▶ **What to produce**
Return the full listing, so that each line matches the original exactly.

═══ Material shown

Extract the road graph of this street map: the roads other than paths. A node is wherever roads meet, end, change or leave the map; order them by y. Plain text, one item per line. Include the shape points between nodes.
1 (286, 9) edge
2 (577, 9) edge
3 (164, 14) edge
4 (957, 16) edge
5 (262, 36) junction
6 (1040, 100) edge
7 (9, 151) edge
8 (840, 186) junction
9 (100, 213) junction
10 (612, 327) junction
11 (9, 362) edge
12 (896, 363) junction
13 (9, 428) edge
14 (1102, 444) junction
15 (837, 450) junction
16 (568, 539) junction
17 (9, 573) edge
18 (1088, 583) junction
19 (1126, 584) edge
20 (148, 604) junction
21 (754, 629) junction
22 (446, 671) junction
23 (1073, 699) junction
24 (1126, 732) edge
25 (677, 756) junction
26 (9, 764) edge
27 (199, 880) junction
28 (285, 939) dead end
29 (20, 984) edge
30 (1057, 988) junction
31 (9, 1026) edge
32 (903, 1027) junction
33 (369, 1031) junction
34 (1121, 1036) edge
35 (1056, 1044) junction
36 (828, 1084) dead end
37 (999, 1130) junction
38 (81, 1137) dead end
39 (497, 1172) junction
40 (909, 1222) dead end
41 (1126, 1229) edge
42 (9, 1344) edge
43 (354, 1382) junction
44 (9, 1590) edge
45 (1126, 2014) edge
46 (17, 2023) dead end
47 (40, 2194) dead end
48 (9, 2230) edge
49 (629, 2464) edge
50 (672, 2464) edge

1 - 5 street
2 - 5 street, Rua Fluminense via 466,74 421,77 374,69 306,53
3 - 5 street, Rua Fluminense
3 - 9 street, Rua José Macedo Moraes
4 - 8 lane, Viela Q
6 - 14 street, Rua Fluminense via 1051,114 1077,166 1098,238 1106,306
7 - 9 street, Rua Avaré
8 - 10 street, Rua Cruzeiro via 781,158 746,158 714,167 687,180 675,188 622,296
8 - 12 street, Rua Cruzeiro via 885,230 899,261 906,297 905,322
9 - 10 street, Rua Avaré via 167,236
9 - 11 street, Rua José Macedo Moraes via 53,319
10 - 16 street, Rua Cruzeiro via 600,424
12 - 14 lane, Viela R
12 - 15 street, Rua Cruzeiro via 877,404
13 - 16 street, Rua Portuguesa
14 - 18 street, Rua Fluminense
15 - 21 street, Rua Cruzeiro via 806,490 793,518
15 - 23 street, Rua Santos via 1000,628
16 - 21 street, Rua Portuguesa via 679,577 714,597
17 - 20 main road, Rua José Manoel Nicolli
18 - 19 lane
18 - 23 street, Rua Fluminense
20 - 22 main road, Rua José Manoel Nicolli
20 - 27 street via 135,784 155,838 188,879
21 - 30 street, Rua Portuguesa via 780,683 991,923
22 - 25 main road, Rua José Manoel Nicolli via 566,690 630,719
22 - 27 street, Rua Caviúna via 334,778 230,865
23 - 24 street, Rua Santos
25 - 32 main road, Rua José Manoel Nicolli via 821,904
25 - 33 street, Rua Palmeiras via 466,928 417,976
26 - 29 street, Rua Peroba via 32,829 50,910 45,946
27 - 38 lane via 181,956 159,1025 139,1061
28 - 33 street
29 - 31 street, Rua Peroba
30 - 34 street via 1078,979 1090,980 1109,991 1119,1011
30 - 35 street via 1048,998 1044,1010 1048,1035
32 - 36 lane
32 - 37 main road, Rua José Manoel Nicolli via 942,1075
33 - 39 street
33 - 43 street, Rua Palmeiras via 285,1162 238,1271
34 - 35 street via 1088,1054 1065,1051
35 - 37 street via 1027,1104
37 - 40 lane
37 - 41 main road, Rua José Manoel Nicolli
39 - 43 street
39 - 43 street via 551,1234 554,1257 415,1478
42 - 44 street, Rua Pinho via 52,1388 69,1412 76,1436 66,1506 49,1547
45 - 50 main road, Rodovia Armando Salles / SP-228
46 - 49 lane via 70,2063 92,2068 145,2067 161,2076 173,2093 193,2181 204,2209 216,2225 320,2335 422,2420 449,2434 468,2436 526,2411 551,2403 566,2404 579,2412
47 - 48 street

══════

▶ **Written solution**
Extract the road graph of this street map: the roads other than paths. A node is wherever roads meet, end, change or leave the map; order them by y. Plain text, one item per line. Include the shape points between nodes.
1 (286, 9) edge
2 (577, 9) edge
3 (164, 14) edge
4 (957, 16) edge
5 (262, 36) junction
6 (1040, 100) edge
7 (9, 151) edge
8 (840, 186) junction
9 (100, 213) junction
10 (612, 327) junction
11 (9, 362) edge
12 (896, 363) junction
13 (9, 428) edge
14 (1102, 444) junction
15 (837, 450) junction
16 (568, 539) junction
17 (9, 573) edge
18 (1088, 583) junction
19 (1126, 584) edge
20 (148, 604) junction
21 (754, 629) junction
22 (446, 671) junction
23 (1073, 699) junction
24 (1126, 732) edge
25 (677, 756) junction
26 (9, 764) edge
27 (199, 880) junction
28 (285, 939) dead end
29 (20, 984) edge
30 (1057, 988) junction
31 (9, 1026) edge
32 (903, 1027) junction
33 (369, 1031) junction
34 (1121, 1036) edge
35 (1056, 1044) junction
36 (828, 1084) dead end
37 (999, 1130) junction
38 (81, 1137) dead end
39 (497, 1172) junction
40 (909, 1222) dead end
41 (1126, 1229) edge
42 (9, 1344) edge
43 (354, 1382) junction
44 (9, 1590) edge
45 (1126, 2014) edge
46 (17, 2023) dead end
47 (40, 2194) dead end
48 (9, 2230) edge
49 (629, 2464) edge
50 (672, 2464) edge

1 - 5 street
2 - 5 street, Rua Fluminense via 466,74 421,77 374,69 306,53
3 - 5 street, Rua Fluminense
3 - 9 street, Rua José Macedo Moraes
4 - 8 lane, Viela Q
6 - 14 street, Rua Fluminense via 1051,114 1077,166 1098,238 1106,306
7 - 9 street, Rua Avaré
8 - 10 street, Rua Cruzeiro via 781,158 746,158 714,167 687,180 675,188 622,296
8 - 12 street, Rua Cruzeiro via 885,230 899,261 906,297 905,322
9 - 10 street, Rua Avaré via 167,236
9 - 11 street, Rua José Macedo Moraes via 53,319
10 - 16 street, Rua Cruzeiro via 600,424
12 - 14 lane, Viela R
12 - 15 street, Rua Cruzeiro via 877,404
13 - 16 street, Rua Portuguesa
14 - 18 street, Rua Fluminense
15 - 21 street, Rua Cruzeiro via 806,490 793,518
15 - 23 street, Rua Santos via 1000,628
16 - 21 street, Rua Portuguesa via 679,577 714,597
17 - 20 main road, Rua José Manoel Nicolli
18 - 19 lane
18 - 23 street, Rua Fluminense
20 - 22 main road, Rua José Manoel Nicolli
20 - 27 street via 135,784 155,838 188,879
21 - 30 street, Rua Portuguesa via 780,683 991,923
22 - 25 main road, Rua José Manoel Nicolli via 566,690 630,719
22 - 27 street, Rua Caviúna via 334,778 230,865
23 - 24 street, Rua Santos
25 - 32 main road, Rua José Manoel Nicolli via 821,904
25 - 33 street, Rua Palmeiras via 466,928 417,976
26 - 29 street, Rua Peroba via 32,829 50,910 45,946
27 - 38 lane via 181,956 159,1025 139,1061
28 - 33 street
29 - 31 street, Rua Peroba
30 - 34 street via 1078,979 1090,980 1109,991 1119,1011
30 - 35 street via 1048,998 1044,1010 1048,1035
32 - 36 lane
32 - 37 main road, Rua José Manoel Nicolli via 942,1075
33 - 39 street
33 - 43 street, Rua Palmeiras via 285,1162 238,1271
34 - 35 street via 1088,1054 1065,1051
35 - 37 street via 1027,1104
37 - 40 lane
37 - 41 main road, Rua José Manoel Nicolli
39 - 43 street
39 - 43 street via 551,1234 554,1257 415,1478
42 - 44 street, Rua Pinho via 52,1388 69,1412 76,1436 66,1506 49,1547
45 - 50 main road, Rodovia Armando Salles / SP-228
46 - 49 lane via 70,2063 92,2068 145,2067 161,2076 173,2093 193,2181 204,2209 216,2225 320,2335 422,2420 449,2434 468,2436 526,2411 551,2403 566,2404 579,2412
47 - 48 street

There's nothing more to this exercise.